Summary Remarks for JCDs 1205 – 1211

The group forming the Judicial Council for the past four years showed its poise and maturity during their work in Tampa. They were not caught in controversy between the left and the right wings of the church as the previous Council had. However, they faced off with individual bishops and the whole Council of Bishops many times and sustained their stance that reorganization has to remain within the guidelines provided by the Discipline and could not be “streamlined” in ways that put more power into the hands of the bishops. They did it by playing by the book without prejudice.

The group got better and better at getting full disclosure from the respective parties bringing or contesting referrals to the Council. The General Conference has directed them to post all requests for their rulings on line so that everyone can see what has been docketed and would therefore be in a position to aid the Council get adequate information to do their work.

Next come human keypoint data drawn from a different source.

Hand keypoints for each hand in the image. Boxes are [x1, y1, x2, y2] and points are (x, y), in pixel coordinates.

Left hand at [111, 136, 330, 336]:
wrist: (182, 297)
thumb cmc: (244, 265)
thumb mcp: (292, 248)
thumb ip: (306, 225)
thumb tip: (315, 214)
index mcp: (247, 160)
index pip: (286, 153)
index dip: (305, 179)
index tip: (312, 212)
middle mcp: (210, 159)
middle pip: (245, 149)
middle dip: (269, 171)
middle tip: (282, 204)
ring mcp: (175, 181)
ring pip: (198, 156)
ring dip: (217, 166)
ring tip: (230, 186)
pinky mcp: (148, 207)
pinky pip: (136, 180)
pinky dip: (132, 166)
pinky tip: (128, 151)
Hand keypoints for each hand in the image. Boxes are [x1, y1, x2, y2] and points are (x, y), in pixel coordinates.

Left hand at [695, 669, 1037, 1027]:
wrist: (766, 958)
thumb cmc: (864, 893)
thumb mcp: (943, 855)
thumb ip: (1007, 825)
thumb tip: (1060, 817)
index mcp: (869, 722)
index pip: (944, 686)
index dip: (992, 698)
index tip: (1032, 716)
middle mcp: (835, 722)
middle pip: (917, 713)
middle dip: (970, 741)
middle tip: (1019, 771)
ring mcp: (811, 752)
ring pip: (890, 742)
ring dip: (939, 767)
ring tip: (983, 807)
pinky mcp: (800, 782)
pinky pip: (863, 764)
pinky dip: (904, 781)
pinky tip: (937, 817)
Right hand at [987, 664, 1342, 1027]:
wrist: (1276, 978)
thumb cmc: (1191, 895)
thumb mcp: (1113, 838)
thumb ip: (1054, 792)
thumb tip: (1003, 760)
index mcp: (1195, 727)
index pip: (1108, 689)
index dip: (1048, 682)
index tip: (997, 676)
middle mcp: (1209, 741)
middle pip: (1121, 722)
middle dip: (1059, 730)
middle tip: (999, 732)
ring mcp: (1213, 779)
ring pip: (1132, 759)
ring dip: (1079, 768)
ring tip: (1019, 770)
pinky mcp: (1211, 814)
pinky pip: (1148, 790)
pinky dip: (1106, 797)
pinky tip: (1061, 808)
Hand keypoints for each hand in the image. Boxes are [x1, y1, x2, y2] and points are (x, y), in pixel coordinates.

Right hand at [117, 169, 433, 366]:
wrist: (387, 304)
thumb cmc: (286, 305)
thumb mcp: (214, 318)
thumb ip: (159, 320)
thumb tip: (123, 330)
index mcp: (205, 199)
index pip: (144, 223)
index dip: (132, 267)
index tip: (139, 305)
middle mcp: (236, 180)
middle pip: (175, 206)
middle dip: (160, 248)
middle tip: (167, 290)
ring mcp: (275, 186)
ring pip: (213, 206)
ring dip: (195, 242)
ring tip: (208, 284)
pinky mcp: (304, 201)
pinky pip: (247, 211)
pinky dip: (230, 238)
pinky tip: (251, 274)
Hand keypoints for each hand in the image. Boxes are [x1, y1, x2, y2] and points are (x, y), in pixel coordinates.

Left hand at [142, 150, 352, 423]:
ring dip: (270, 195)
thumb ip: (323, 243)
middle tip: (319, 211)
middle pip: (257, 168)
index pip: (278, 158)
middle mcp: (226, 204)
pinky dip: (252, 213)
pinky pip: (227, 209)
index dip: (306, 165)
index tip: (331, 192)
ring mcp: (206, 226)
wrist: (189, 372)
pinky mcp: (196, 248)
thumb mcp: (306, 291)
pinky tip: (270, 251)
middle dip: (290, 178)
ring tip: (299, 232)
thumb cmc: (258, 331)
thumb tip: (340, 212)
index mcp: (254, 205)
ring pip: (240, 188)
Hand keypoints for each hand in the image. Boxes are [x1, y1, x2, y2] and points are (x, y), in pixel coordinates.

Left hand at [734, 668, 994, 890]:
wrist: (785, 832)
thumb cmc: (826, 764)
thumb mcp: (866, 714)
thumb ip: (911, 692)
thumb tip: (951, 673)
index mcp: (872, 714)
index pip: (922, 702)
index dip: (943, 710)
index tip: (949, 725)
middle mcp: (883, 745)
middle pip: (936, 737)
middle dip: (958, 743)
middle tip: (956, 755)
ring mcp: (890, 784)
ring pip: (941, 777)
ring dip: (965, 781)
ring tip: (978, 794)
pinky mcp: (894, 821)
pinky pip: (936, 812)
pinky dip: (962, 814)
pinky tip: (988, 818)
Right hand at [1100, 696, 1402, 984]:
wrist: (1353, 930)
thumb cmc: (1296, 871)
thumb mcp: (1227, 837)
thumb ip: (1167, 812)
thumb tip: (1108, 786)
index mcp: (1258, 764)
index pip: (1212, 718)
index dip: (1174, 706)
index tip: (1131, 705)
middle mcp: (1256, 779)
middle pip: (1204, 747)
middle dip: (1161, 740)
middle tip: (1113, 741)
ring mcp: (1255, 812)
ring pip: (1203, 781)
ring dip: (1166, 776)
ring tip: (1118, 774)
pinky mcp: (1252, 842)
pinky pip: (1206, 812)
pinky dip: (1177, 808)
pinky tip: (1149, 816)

The items docketed for the fall session have all been posted. Now everyone can see just how difficult their work can be, especially when all the facts are not available. Hopefully, the Council will get the benefit of friends of the court making sure all the facts are brought forward.

And the group has become adept at teaching the Church through its decisions and memoranda. Church law scholars and advocates have much more specificity, consistency, and clarity with which to work. Hopefully, bishops will avail themselves of this form of “continuing education” that comes to them in the form of rulings to them twice a year. Their track record has been terrible when it comes to knowing about and following Judicial Council decisions.

This General Conference elected two African legal scholars, thanks to the successful caucusing by the delegates from that continent. The Central Conferences provided other gifted candidates as well so there is an enlarging pool of good church law people watching and learning and helping. That should give good support to the new Council and assure competent candidates for future Councils.

A word of thanks needs to be expressed to the outgoing president of the Council, Rev. Susan Henry Crowe whose quiet, patient and professional leadership brought many newly elected members from 2008 into becoming a fine team, despite many bumps in their road. Thanks to Judge Jon Gray for his enthusiastic service on the Council. Rarely did a significant decision come out to which he did not add insightful concurring or non-concurring opinions.

Finally, the coming four years may lead to some interesting decisions. With three members now coming from overseas, visa and travel problems may mean differing mixes of members and alternates at times. Will they vote along conservative lines? Liberal? Will the overseas members help the Council be less susceptible to manipulation by other overseas parties? Chances are greatest that the Council will tend to be cautious about taking jurisdiction and that they will stick with what the Discipline actually says. I believe their work will continue to be educational as well as judicial.

Now if only the rest of us pay attention and provide insights and information useful to this new Council, the denomination will benefit the most.